What a fascinating series! They took me quite some time to review, because I just had to read every page. I have long been fascinated by collective nouns and I have never before come across such a comprehensive series. I realise these are reissues, but I was not previously aware of the series. The new format is extremely attractive - almost A4 in size and in full colour. Each animal and its collective noun is depicted on a two page spread with some fascinating illustrations which cleverly reflect the collective noun - for example, a 'train of camels' depicts a train climbing a hump/hill.

A Shiver of Sharks: A Compilation of Aquatic Collective Nouns from PatrickGeorge

Many of these will be familiar but I am sure there will be at least some that are new to you.
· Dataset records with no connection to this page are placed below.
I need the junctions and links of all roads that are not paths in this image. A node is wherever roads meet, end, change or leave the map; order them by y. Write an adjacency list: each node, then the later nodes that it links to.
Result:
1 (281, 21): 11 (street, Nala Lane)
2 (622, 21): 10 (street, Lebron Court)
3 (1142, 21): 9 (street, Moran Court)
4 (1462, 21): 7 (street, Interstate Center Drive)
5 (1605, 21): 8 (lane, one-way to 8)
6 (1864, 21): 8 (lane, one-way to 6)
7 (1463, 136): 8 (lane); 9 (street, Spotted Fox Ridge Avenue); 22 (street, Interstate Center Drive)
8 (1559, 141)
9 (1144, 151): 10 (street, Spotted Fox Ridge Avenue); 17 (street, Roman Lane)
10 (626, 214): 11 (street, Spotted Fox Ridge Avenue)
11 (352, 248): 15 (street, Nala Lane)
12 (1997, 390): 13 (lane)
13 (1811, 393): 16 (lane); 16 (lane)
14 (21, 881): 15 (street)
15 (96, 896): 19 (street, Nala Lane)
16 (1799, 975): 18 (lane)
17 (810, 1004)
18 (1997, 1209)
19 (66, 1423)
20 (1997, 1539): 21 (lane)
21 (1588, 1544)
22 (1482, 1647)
Each has an interesting anecdote - for example, if you get stung by one of a 'fever of stingrays' you will land up with a fever; you may see a 'raft of sea otters' lying in raft-like formation at night. Collective nouns really are clever - they tell us so much about the creature and so many of them trip of the tongue - a 'turn of turtles', a 'battery of barracudas'. I think my favourite has to be the last in the book - a 'galaxy of starfish' shown shining in the sky.
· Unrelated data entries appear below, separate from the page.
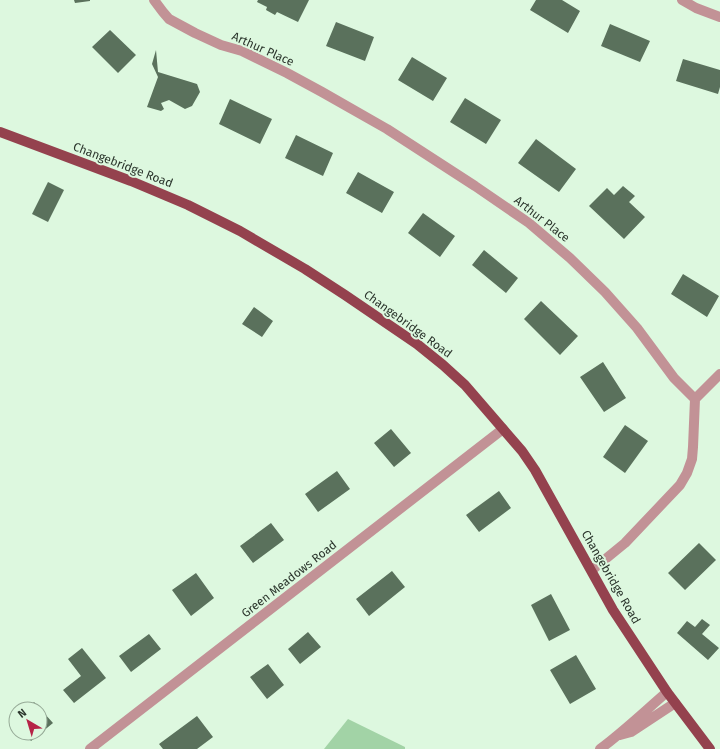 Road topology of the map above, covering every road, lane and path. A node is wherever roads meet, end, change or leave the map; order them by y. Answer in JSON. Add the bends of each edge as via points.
{"nodes":[{"id":1,"x":154,"y":0,"type":"edge"},
{"id":2,"x":682,"y":0,"type":"edge"},
{"id":3,"x":720,"y":17,"type":"edge"},
{"id":4,"x":0,"y":132,"type":"edge"},
{"id":5,"x":720,"y":374,"type":"edge"},
{"id":6,"x":695,"y":399,"type":"junction"},
{"id":7,"x":503,"y":429,"type":"junction"},
{"id":8,"x":592,"y":570,"type":"junction"},
{"id":9,"x":667,"y":692,"type":"junction"},
{"id":10,"x":675,"y":703,"type":"junction"},
{"id":11,"x":620,"y":735,"type":"junction"},
{"id":12,"x":90,"y":749,"type":"edge"},
{"id":13,"x":600,"y":749,"type":"edge"},
{"id":14,"x":710,"y":749,"type":"edge"}],
"edges":[{"from":1,"to":6,"type":"street","name":"Arthur Place","via":[[169,19],[221,45],[242,51],[322,92],[387,129],[529,223],[605,292],[637,328],[674,378]]},
{"from":2,"to":3,"type":"street"},
{"from":4,"to":7,"type":"main road","name":"Changebridge Road","via":[[188,205],[240,231],[305,269],[417,344],[443,365]]},
{"from":5,"to":6,"type":"street"},
{"from":6,"to":8,"type":"street","via":[[692,459],[680,485],[625,543]]},
{"from":7,"to":8,"type":"main road","name":"Changebridge Road","via":[[535,470]]},
{"from":7,"to":12,"type":"street","name":"Green Meadows Road"},
{"from":8,"to":9,"type":"main road","name":"Changebridge Road","via":[[613,610]]},
{"from":9,"to":10,"type":"main road","name":"Changebridge Road"},
{"from":9,"to":11,"type":"street"},
{"from":10,"to":11,"type":"street","via":[[630,732]]},
{"from":10,"to":14,"type":"main road","name":"Changebridge Road"},
{"from":11,"to":13,"type":"street"}]} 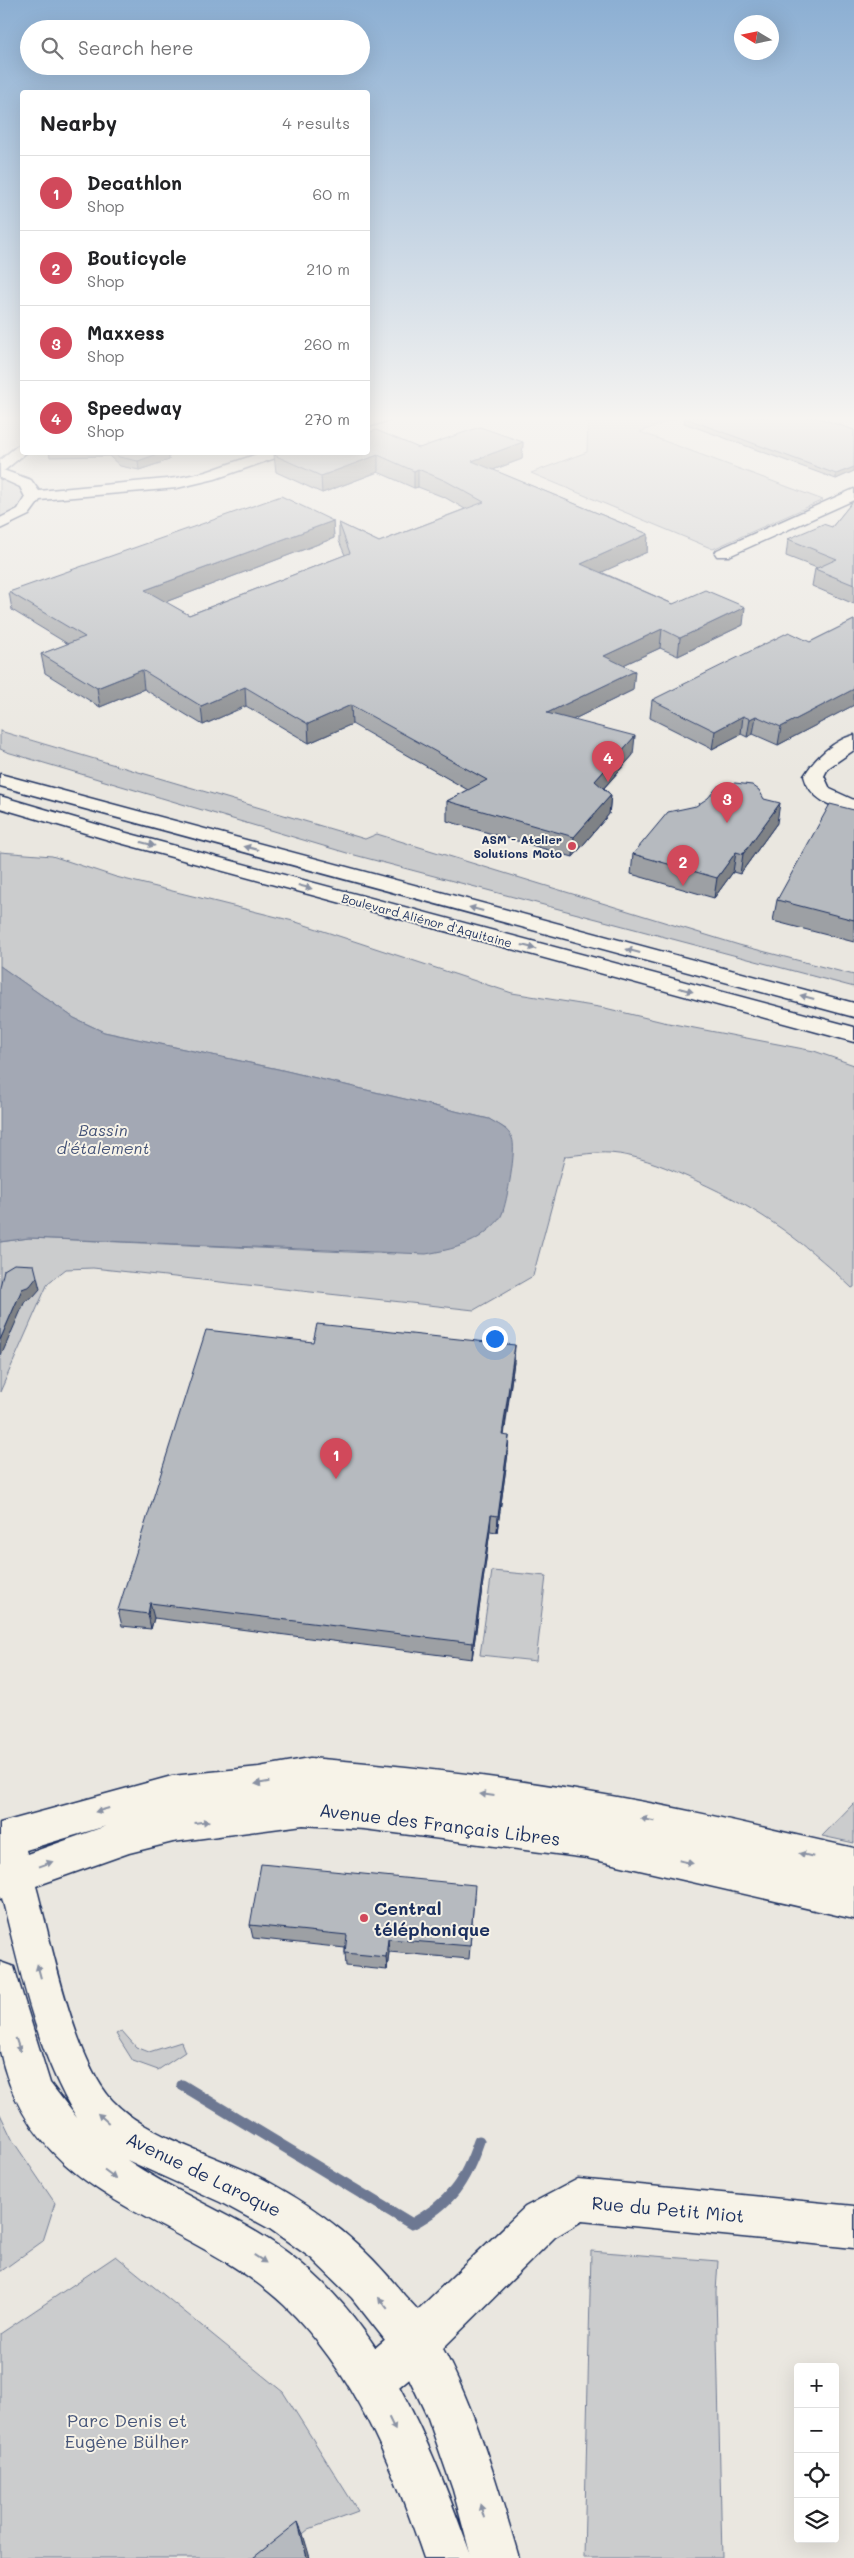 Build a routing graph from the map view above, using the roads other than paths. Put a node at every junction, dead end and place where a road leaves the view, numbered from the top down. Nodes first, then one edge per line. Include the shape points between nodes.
1 (760, 536) edge
2 (723, 553) dead end
3 (854, 741) edge
4 (0, 780) edge
5 (0, 802) edge
6 (854, 806) edge
7 (0, 817) edge
8 (116, 836) junction
9 (854, 1010) edge
10 (854, 1035) edge
11 (5, 1859) edge
12 (854, 1866) edge
13 (854, 1901) edge
14 (0, 1982) edge
15 (854, 2227) edge
16 (416, 2343) junction
17 (371, 2381) junction
18 (448, 2558) edge
19 (495, 2558) edge

1 - 2 main road
3 - 6 main road via 820,765 814,776 819,790 825,795
9 -> 4 main road, Boulevard Aliénor d'Aquitaine
5 - 8 main road, Boulevard Aliénor d'Aquitaine
7 - 8 main road via 85,836
8 -> 10 main road, Boulevard Aliénor d'Aquitaine
12 -> 11 main road via 645,1819 551,1803 377,1780 310,1775 172,1793 125,1804
11 -> 13 main road, Avenue des Français Libres via 86,1850 155,1829 303,1808 364,1812 587,1841
16 -> 11 main road, Avenue de Laroque via 367,2283 326,2243 285,2214 235,2187 133,2142 98,2114 73,2074
14 -> 17 main road via 36,2098 71,2143 115,2178 266,2262 298,2288 333,2324
15 - 16 main road, Rue du Petit Miot via 578,2200 540,2222
16 - 17 main road, Rue du Petit Miot
19 -> 16 main road, Avenue de Laroque via 476,2490 448,2411
17 -> 18 main road via 432,2511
A Filth of Starlings: A Compilation of Bird Collective Nouns from PatrickGeorge

The cover illustration shows a 'filth of starlings' perched in a tree using some very expressive language - "$*?#&!" !Take time to look at each illustration and appreciate the subtlety of its link to the collective noun - the 'descent of woodpeckers' and a 'murder of crows' (who have obviously been playing Cluedo!) particularly appealed. These books really extend the imagination and I hope will encourage children to come up with their own designs to illustrate collective nouns, or to invent their own collective nouns - it would make a great classroom project!
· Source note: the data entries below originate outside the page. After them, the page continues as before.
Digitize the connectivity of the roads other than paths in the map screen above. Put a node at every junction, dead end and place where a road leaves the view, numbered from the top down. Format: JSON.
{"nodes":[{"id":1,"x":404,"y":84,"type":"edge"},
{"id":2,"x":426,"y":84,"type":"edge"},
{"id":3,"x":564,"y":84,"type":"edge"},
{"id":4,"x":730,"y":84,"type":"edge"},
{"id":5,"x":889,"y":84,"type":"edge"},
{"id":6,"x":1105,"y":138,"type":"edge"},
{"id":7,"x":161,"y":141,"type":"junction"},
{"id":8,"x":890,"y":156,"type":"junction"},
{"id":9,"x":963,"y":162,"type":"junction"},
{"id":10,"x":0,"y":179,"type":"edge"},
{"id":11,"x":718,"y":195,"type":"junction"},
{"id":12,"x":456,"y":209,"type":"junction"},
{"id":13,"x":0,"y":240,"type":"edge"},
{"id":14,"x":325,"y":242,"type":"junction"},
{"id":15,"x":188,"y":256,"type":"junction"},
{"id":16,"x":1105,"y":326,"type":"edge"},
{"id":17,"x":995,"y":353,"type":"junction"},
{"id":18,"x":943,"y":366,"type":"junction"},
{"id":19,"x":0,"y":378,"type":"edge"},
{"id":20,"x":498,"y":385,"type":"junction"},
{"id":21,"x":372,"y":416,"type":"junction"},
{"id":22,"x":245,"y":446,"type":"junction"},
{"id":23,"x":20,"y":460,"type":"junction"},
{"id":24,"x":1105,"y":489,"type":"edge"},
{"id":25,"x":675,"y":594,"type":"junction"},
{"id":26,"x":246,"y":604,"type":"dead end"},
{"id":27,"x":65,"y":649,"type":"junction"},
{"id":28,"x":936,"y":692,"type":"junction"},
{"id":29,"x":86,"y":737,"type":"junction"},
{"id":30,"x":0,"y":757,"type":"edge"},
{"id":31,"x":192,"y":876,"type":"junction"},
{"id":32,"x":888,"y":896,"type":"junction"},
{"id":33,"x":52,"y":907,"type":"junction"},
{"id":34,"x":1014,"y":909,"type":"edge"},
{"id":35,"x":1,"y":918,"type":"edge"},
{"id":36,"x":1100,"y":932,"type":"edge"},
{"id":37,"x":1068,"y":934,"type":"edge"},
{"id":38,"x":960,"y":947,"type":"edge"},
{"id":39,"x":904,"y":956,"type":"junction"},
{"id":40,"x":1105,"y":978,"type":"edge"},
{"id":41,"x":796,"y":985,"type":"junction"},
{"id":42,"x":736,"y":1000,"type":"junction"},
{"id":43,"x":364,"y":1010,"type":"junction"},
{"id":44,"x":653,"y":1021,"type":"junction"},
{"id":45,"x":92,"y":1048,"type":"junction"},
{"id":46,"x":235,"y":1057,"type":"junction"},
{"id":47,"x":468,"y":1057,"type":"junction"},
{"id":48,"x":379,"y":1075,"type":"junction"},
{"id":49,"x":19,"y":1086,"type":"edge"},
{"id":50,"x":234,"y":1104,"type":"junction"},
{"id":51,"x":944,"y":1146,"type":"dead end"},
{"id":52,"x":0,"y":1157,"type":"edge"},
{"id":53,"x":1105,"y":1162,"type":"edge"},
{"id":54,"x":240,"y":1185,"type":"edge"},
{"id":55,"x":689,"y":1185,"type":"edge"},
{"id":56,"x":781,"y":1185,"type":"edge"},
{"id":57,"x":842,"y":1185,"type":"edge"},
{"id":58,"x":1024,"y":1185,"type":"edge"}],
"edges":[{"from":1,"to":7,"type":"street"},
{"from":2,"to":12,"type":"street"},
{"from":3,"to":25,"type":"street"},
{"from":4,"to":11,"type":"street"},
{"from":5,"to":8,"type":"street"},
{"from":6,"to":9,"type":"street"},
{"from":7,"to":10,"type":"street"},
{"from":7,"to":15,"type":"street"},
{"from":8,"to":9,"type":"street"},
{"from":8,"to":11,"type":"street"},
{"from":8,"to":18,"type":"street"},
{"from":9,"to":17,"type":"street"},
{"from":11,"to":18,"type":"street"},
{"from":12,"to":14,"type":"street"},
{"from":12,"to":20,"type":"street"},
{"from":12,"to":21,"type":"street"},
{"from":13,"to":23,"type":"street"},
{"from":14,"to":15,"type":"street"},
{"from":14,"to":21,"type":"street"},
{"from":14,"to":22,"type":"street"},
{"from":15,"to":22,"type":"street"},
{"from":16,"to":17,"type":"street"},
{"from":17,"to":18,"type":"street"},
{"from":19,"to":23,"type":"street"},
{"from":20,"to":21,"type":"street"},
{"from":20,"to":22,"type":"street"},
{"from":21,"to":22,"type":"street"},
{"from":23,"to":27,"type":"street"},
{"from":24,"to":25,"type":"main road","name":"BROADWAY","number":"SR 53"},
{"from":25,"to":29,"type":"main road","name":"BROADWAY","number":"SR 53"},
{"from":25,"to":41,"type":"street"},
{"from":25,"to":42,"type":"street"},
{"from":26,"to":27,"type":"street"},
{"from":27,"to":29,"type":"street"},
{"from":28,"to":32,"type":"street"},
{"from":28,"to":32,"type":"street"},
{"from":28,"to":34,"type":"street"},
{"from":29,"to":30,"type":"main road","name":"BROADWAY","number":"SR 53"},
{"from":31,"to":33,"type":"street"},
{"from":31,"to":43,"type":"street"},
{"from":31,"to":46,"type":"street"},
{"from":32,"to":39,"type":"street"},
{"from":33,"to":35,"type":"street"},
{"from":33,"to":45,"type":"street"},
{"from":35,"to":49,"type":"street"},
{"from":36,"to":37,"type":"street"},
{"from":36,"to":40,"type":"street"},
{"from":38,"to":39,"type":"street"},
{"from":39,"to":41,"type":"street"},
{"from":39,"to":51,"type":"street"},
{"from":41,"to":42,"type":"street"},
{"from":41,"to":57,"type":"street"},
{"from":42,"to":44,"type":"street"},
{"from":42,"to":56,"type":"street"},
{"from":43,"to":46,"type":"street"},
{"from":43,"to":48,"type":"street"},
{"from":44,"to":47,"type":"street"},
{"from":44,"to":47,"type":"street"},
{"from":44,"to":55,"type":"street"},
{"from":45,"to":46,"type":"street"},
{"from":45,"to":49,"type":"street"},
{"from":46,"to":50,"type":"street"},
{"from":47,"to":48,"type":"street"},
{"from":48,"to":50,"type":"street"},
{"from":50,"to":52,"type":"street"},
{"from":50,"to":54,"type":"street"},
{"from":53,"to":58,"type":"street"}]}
A Crackle of Crickets: A Compilation of Insect Collective Nouns from PatrickGeorge

Yet more hours of fascination for all lovers of our language. In KS2, children study collective nouns - let them amaze their teachers with the multitude of collective nouns here. Using collective nouns is a great way to brighten up creative writing and these books are full of inspiration to encourage that. Some of the unusual ones in this volume are a 'hatch of fleas', a 'pail of wasps' and a 'ghost of gnats'.

The Girls' Miscellany by Lottie Stride

This (and its companion The Boys' Miscellany) is a typical Buster Books publication. They produce books which are excellent for dipping into and picking up all sorts of (sometimes useless, but always fun) information. There are also questions to answer and conundrums to solve which will give girls plenty to ponder over. Here's an idea of the range of topics covered - types of coffee; shells; ballet; the meaning of flowers; a history of pens.... and that's just a taster! It's a fascinating compilation which will give hours of pleasure, and all complemented by the amusing illustrations.

The Boys' Miscellany by Martin Oliver

Boys may not realise it yet, but these are the things they really need to know! Another fascinating compendium of information, ranging from space spin-offs to Egyptian explorers, via how to pack a suitcase, where to go scuba diving and how to make a million. There are plenty of gruesome facts to appeal to boys too! It's entertaining and easy to read - excellent for reluctant readers who will find this a great book to dip into, and then they will be encouraged to continue reading to make sure they don't miss out. The cartoon drawings are super fun too and a real addition to the fun of this book. Once they have read these books, boys and girls will have plenty to talk about!

Animal Quiz Cards by Simon Tudhope

Hours of fun for the family with over 500 questions about all sorts of animals. With 10 questions on each card, it's fun to ask one or two on each topic before moving on to the next. Definitely Deadly; Creepy Crawlies; On the Farm and Down Under are just a few of the varied topics. There is a wide range of different types of questions, including multiple choice, true or false, odd one out, and what am I? This keeps the quiz fresh and interesting. The cards are good sized and will withstand plenty of use, and they are very attractively illustrated with full colour backgrounds. I am quite sure that everyone will learn some new, and possibly surprising, facts.